The H.E.S.S.-like survey is based on the survey of the Galactic plane carried out by the H.E.S.S. collaboration since 2004 and is meant to be representative of what current imaging arrays of Cherenkov telescopes (IACTs) can achieve. The survey covers only part of the Galactic plane, i.e. −110° ≤ l ≤ 65°. The observability of a system is decided by checking that it is observable for at least 2 h at some point in the year at a zenith angle smaller than 45°, assuming the geographical location of the H.E.S.S. array, and that its longitude is within the surveyed area. To produce a schedule of observations, we randomly distribute 25 visits of 2 h over a time span of eight years, i.e. we assume a uniform survey exposure of 50 h is achieved. We take into account that observations occur at night, ensuring each binary has a preferred observation season. However, we do not account for Moon-less operations, which influence the distribution of observable time on a monthly timescale. The latter effect averages out over a timescale of a few years, whereas the former (prefered season) does not. The measured fluxes from each visit are then averaged and compared to a detection threshold of 3.6 × 10-13ph cm-2 s-1 ( >1 TeV). This threshold corresponds to a flux of 20 mCrab1. The exposure times and sensitivity are comparable to those of the H.E.S.S. survey2. We also consider whether a detection could be claimed from a single visit, scaling the threshold by a factor (50/2)1/2.

2.4. The CTA-like survey

The CTA-like survey is intended to test the potential performance of the CTA array in detecting new gamma-ray binaries.
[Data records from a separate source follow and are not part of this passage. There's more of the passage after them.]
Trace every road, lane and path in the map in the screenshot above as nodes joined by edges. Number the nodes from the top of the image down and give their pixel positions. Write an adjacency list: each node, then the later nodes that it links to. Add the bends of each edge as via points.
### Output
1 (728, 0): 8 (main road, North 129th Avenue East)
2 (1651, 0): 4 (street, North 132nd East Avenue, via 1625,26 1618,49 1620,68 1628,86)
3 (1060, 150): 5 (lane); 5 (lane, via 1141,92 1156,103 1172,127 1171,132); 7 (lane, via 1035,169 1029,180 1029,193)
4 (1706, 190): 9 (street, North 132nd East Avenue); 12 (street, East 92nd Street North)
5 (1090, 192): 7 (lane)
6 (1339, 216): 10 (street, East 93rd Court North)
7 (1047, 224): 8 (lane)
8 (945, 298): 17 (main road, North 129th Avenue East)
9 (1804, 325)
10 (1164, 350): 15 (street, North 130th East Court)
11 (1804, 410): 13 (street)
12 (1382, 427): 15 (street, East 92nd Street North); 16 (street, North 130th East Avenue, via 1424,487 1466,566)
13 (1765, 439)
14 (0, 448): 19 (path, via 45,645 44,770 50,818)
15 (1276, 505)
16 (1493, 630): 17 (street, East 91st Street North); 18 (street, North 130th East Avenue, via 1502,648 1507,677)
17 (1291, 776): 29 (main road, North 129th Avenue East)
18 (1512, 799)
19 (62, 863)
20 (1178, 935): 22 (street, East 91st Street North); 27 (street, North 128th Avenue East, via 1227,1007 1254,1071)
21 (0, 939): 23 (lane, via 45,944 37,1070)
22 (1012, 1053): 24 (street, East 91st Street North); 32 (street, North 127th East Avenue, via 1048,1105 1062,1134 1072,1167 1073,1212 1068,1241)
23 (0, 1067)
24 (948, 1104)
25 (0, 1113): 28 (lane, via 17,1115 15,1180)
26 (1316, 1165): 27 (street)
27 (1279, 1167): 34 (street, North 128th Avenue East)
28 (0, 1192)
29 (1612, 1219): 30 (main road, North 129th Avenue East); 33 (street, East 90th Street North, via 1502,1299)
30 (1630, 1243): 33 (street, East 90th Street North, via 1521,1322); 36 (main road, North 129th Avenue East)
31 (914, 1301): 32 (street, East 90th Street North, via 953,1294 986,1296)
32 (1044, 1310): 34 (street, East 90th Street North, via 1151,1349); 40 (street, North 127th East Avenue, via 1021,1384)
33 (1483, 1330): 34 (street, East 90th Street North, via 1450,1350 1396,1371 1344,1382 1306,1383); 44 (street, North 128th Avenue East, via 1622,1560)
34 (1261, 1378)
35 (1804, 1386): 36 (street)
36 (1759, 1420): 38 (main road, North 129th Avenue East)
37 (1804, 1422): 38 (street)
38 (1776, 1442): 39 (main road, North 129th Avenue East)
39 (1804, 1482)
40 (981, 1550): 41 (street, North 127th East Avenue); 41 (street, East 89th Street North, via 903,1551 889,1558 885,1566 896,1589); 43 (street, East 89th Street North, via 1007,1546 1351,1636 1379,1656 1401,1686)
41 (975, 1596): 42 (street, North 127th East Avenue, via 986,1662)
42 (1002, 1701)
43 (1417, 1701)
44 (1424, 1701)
The guiding principles are identical to the H.E.S.S.-like survey. We assume that the survey is divided up into two blocks carried out in parallel during the first two years of operations, based on the plans for an initial Galactic Plane survey by the CTA Consortium (Vercellone 2017). The first block, carried out by the south array in Chile, covers longitudes −60° ≤ l ≤ 60° down to a sensitivity of 2.7 mCrab using six visits of 2 h. The second block, carried out by the north array in the Canary Islands, covers 60° ≤ l ≤ 150° down to 4.2 mCrab in four visits of 2 h. We also consider the full survey covering the entire Galactic plane and carried out over a time span of 10 yr (see Fig. 6 in Vercellone 2017, for details). The observability of each system is decided as for the H.E.S.S.-like survey using the planned locations for the arrays.

2.5. The HAWC-like survey

Finally, we test for the detection of binaries using the extended air shower array HAWC. The high duty cycle and full-sky monitor capacity of HAWC can make it more sensitive to flaring gamma-ray binaries than IACTs such as H.E.S.S. and CTA. Here, the binary is observable if it transits with a zenith angle smaller than 45° at the location of the HAWC array in Mexico. We then simulate one measurement per day at the time of transit and with a duration equal to transit duration. The HAWC sensitivity after five years of operation is comparable to that achieved in the H.E.S.S. Galactic Plane survey, i.e. 20 mCrab above 1 TeV, assuming a source transit duration across the sky of 6 h (Carramiñana 2016). The threshold for daily detection is close to 1 Crab for a 6 h transit, corresponding to the transit time of a source that passes close to zenith, i.e. with a declination close to +19°. The dependence of the threshold with source declination is taken into account using the curve showing sensitivity as a function of declination for a E-2.5 spectrum in Fig. 10 of Abeysekara et al. (2017). We test for detection in each daily measurement and in the accumulated exposure over five years of HAWC operations.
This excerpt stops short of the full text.